# ML bootcamp hackthon challenge: sentiment analysis

At this stage you have learned what machine learning is and you have seen examples of how to use machine learning. Now it is time to see how well YOU can generalize what you have learned to a new challenge.

The hackathon has two tracks: in the **Ideation Track** you can brainstorm on what great apps we can build for the enterprise with this new technology. What are the 'jobs to be done' that machine learning can solve for us in the future? Create an Intrapreneurship-style pitch and present it to the team on Friday. 
https://jam4.sapjam.com/groups/r7ILMAl5MxS8rgHSaNR8L9/overview_page/46399

In the **Data Science Track**, we will run a hackthon challenge on a popular machine learning task: predicting consumer sentiment from online reviews. You are given a set of movie reviews and their labels (positive, negative) and you have to build a system that can predict the sentiment for a new movie review.

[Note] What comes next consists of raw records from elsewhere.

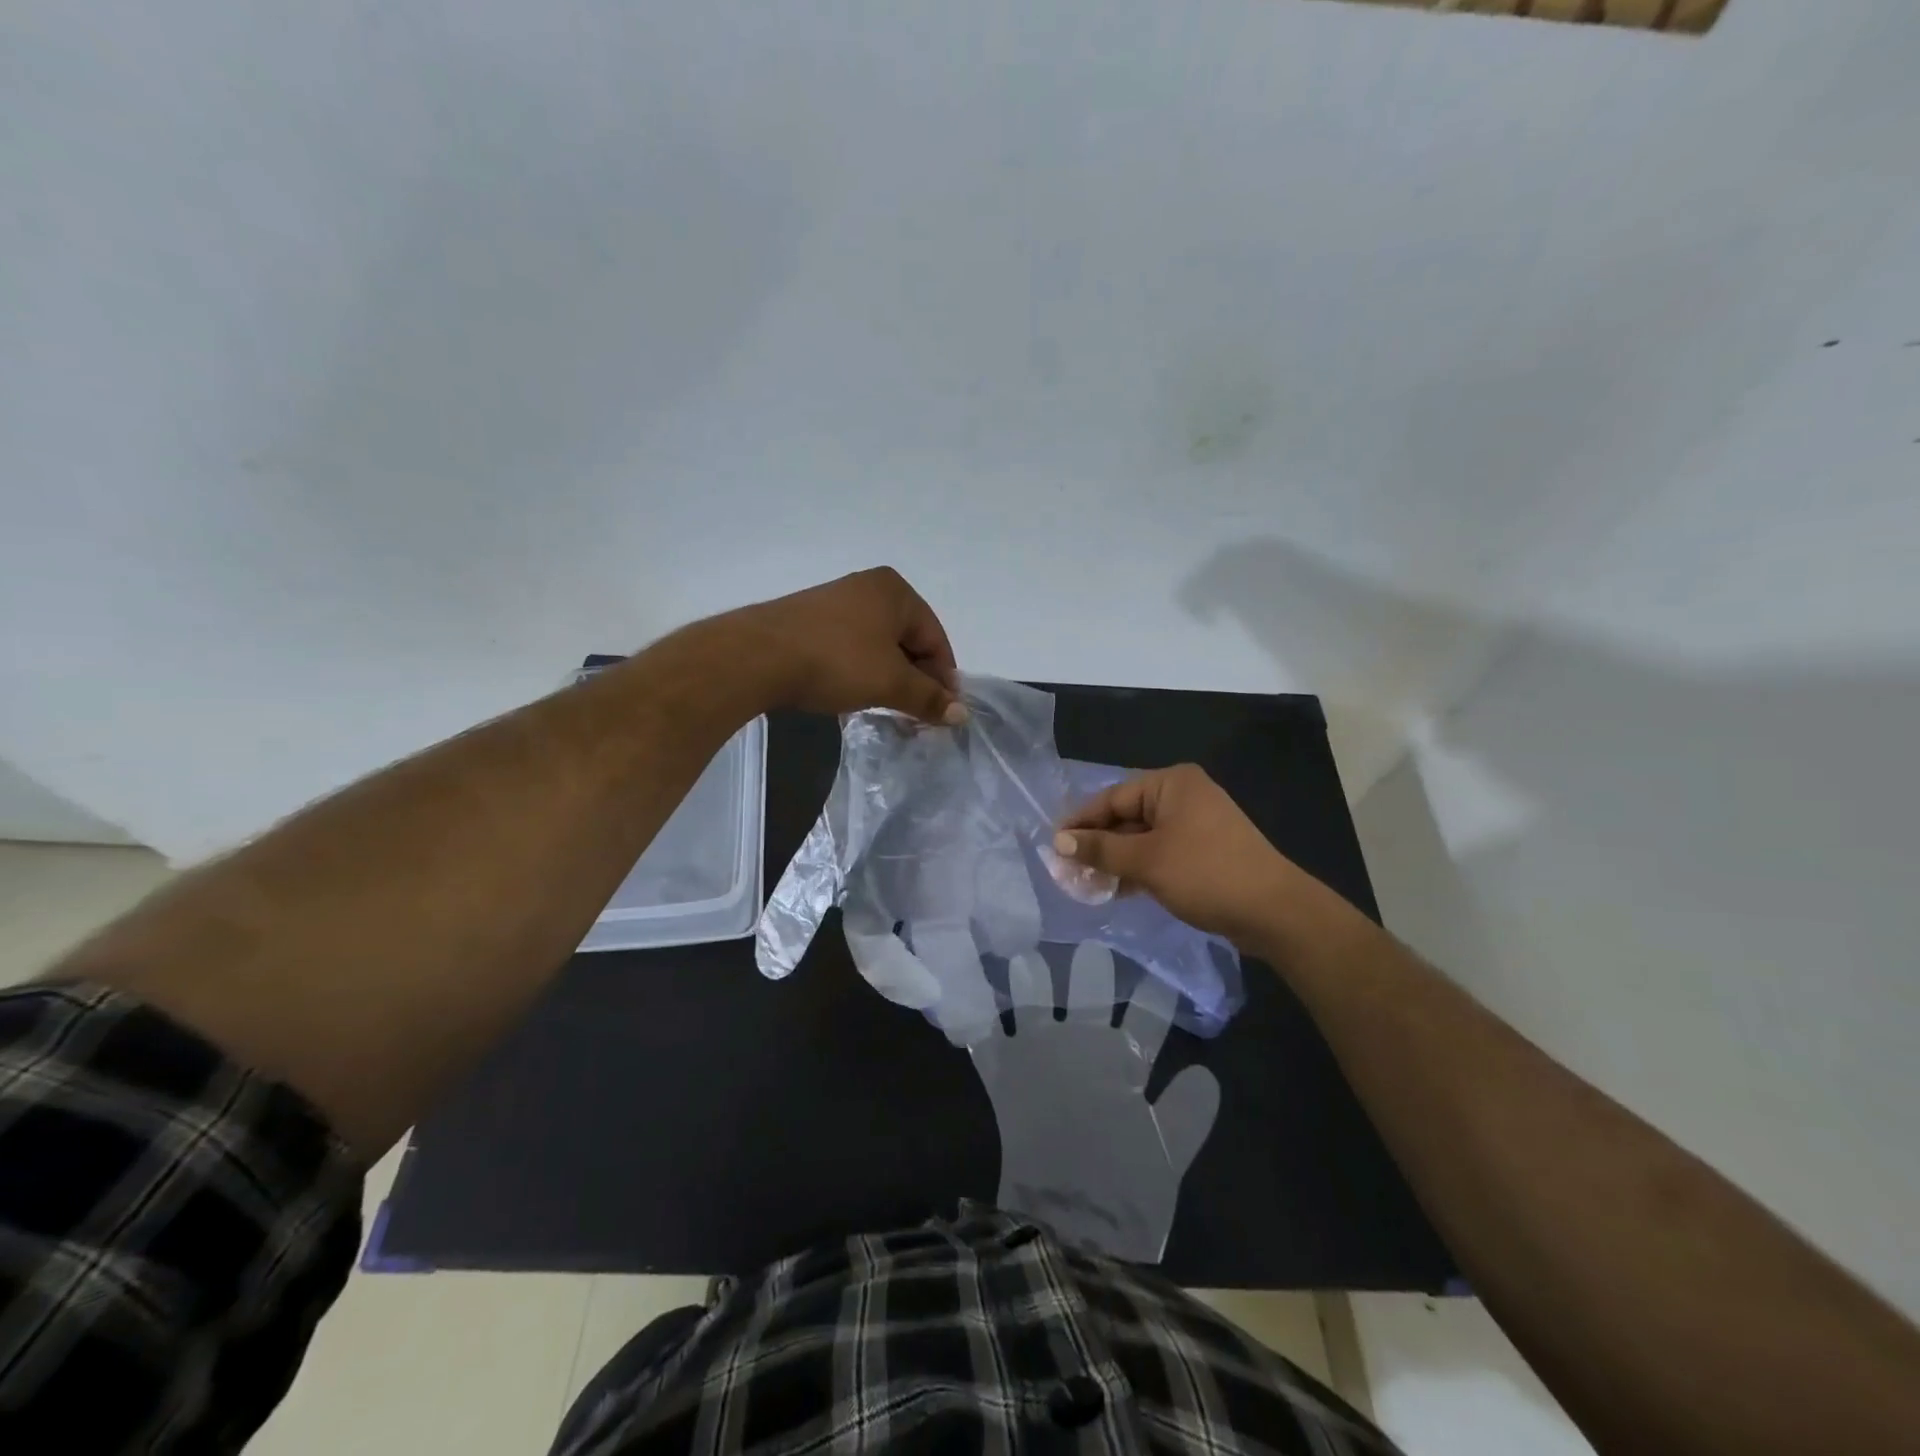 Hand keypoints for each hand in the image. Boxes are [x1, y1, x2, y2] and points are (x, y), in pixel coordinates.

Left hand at [730, 567, 963, 723]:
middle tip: (918, 714)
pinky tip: (855, 693)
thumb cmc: (837, 661)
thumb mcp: (890, 683)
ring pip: (879, 645)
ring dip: (889, 678)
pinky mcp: (811, 619)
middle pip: (908, 639)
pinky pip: (852, 646)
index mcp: (896, 591)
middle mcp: (869, 587)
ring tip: (888, 707)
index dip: (944, 678)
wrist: (758, 656)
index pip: (936, 638)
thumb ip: (928, 698)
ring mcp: (836, 601)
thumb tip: (962, 714)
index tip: (944, 713)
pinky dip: (862, 671)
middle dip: (916, 678)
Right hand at [1052, 764, 1318, 951]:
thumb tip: (1058, 842)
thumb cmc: (1205, 874)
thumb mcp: (1146, 861)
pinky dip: (1138, 869)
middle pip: (1126, 817)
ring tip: (1086, 884)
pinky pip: (1160, 853)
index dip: (1081, 822)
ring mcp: (1196, 824)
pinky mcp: (1204, 851)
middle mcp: (1183, 796)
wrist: (1274, 912)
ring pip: (1142, 838)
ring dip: (1116, 860)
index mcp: (1171, 784)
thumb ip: (1100, 849)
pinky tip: (1117, 889)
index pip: (1112, 798)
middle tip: (1067, 870)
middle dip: (1098, 844)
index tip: (1054, 845)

We are using the popular polarity data set from Cornell University.
http://www.cs.cornell.edu/people/pabo/movie-review-data/
 

In [None]:
## download the movie review data set
import sys, os 
import urllib.request

# set http proxy env variable
import os
os.environ['http_proxy'] = 'proxy.sin.sap.corp:8080'

# download file to /tmp
url = "http://www.cs.cornell.edu/people/pabo/movie-review-data/review_polarity.tar.gz"
file_name = '/tmp/review_polarity.tar.gz'
if not os.path.isfile(file_name):
    with urllib.request.urlopen(url) as response, open(file_name, 'wb') as out_file:
        data = response.read() # a `bytes` object
        out_file.write(data)
    out_file.close()

# make file world readable
os.chmod(file_name, 0o755)

In [None]:
# extract file to /tmp dir
import tarfile
import os.path


if not os.path.isdir('/tmp/txt_sentoken'):
    os.chdir('/tmp')
    tar = tarfile.open(file_name, "r:gz")
    tar.extractall()
    tar.close()
    

# make files world readable
for label in ['pos', 'neg']:
    os.chmod('/tmp/txt_sentoken/%s/' % label, 0o755)
    for file_name in os.listdir('/tmp/txt_sentoken/%s/' % label):
        os.chmod(os.path.join('/tmp/txt_sentoken/%s/' % label, file_name), 0o755)


In [None]:
# load positive and negative movie review text

# list to store the examples
reviews = []

# load positive reviews
for file_name in os.listdir('/tmp/txt_sentoken/pos/'):
    with open(os.path.join('/tmp/txt_sentoken/pos/', file_name)) as fin:
        # append sentiment 'pos' label and review text
        reviews.append(('pos', fin.read()))
        
# load negative reviews
for file_name in os.listdir('/tmp/txt_sentoken/neg/'):
    with open(os.path.join('/tmp/txt_sentoken/neg/', file_name)) as fin:
        # append sentiment 'neg' label and review text
        reviews.append(('neg', fin.read()))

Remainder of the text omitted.